A provocative paper Vicarious presented in 2017 at a leading deep learning conference illustrates its approach to AI. The company designed experiments that exposed the inflexibility of deep learning software from Alphabet’s DeepMind research group that learned to play vintage Atari games such as Breakout better than top gamers. Vicarious showed how these superhuman AI players crumbled if a game was trivially altered, such as by increasing the brightness of colors or subtly changing the size of objects.
The startup’s own software could handle such changes because they did not affect its understanding of the mechanisms at work in the game. Though the software also learned from past data, it was primed to pick up the causal relationships between objects and events in the game and could use that knowledge to adapt to small changes it hadn’t previously experienced.
Brenden Lake, an assistant professor at NYU, says the paper demonstrated something the field of AI needs to figure out, as talk grows of deep learning hitting its limits. “A key part of human intelligence is building flexible models of the world that can be used in a variety of situations,” Lake says. “I think people are realizing you can’t get there with large-scale pattern recognition systems trained on large data sets for one specific task.”
A Flick, and a Miss
The robotic arm, taller than a person, stacking boxes in one corner of Vicarious’ cavernous factory looks like it’s playing a particularly boring videogame. Whirring and hissing, it picks up cubic boxes and stacks them into a neat grid on a wooden pallet, a common warehouse and factory operation called palletizing. Nearby, a line of robot arms sorts cosmetics into boxes with flair, using firm flicks of their suction fingers to throw items like tubes of lotion into boxes just beyond their reach.

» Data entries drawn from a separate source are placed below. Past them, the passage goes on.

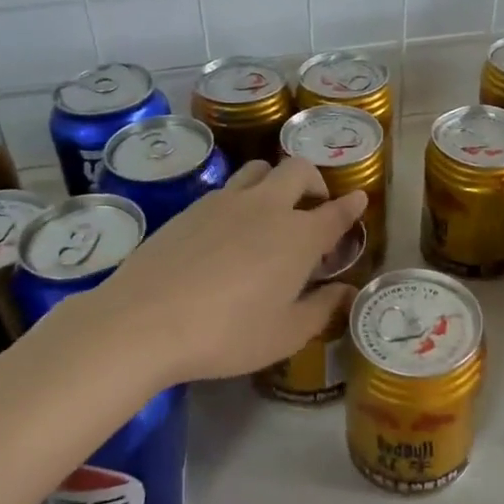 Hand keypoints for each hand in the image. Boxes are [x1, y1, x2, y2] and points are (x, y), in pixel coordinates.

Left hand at [64, 158, 367, 385]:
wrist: (144, 321)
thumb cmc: (227, 333)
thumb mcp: (285, 334)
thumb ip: (322, 309)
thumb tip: (347, 292)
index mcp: (299, 236)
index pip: (335, 212)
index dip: (351, 205)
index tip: (359, 199)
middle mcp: (267, 207)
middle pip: (298, 170)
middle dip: (315, 182)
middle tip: (313, 207)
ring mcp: (225, 201)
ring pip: (259, 169)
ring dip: (275, 182)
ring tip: (271, 211)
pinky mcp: (191, 208)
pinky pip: (227, 188)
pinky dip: (242, 198)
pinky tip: (229, 230)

Vicarious is not the only startup using AI to teach industrial robots new tricks. Many, including some featured in WIRED, rely heavily on deep learning. Alphabet recently unveiled a fleet of robots that rove around two of its offices collecting waste and sorting it into trash, recycling, and compostable items.

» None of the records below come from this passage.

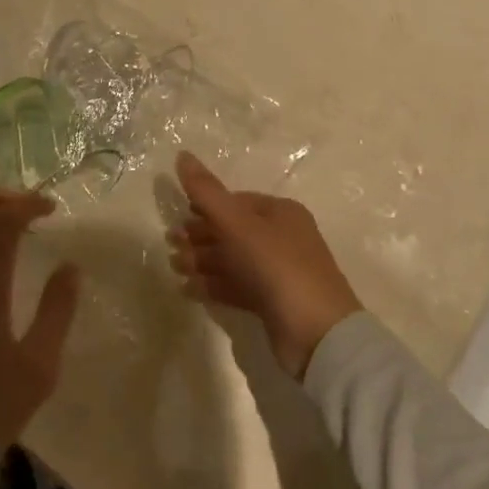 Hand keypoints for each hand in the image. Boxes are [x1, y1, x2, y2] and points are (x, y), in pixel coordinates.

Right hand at [169, 152, 360, 380]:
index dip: (206, 207)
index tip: (178, 218)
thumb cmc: (277, 267)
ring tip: (175, 268)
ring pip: (234, 260)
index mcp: (281, 213)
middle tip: (171, 245)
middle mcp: (283, 238)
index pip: (237, 201)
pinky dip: (214, 285)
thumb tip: (182, 154)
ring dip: (203, 261)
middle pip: (234, 231)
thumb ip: (207, 193)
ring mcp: (280, 272)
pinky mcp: (274, 303)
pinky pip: (238, 286)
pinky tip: (189, 290)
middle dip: (201, 236)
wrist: (317, 334)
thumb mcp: (238, 225) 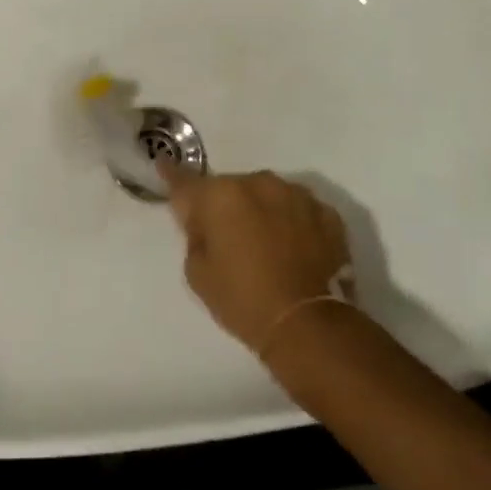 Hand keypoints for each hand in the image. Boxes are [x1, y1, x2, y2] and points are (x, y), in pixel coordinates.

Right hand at [163, 168, 351, 355]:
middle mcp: (257, 183)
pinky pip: (298, 210)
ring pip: (267, 195)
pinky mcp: (327, 213)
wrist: (309, 325)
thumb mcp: (197, 272)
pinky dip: (292, 222)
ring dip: (261, 210)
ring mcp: (296, 195)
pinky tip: (294, 249)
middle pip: (230, 188)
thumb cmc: (242, 299)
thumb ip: (195, 235)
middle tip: (227, 238)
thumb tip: (205, 222)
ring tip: (265, 245)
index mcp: (220, 195)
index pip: (185, 181)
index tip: (163, 164)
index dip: (171, 175)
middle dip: (225, 205)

Phoenix says his robots are distinguished by their flexibility—born of algorithms like those that allowed his Atari bots to adapt to tweaks to a game. Robotic arms that stack pallets are usually paired with expensive feeders that position every incoming box or bin identically. Vicarious’ software is flexible enough to pick up boxes that aren’t perfectly positioned, Phoenix says, and can grab them from an ordinary table. It takes a reporter only about a minute using a touchscreen interface to reprogram the arm to palletize its boxes into a squiffy, blocky take on the WIRED logo.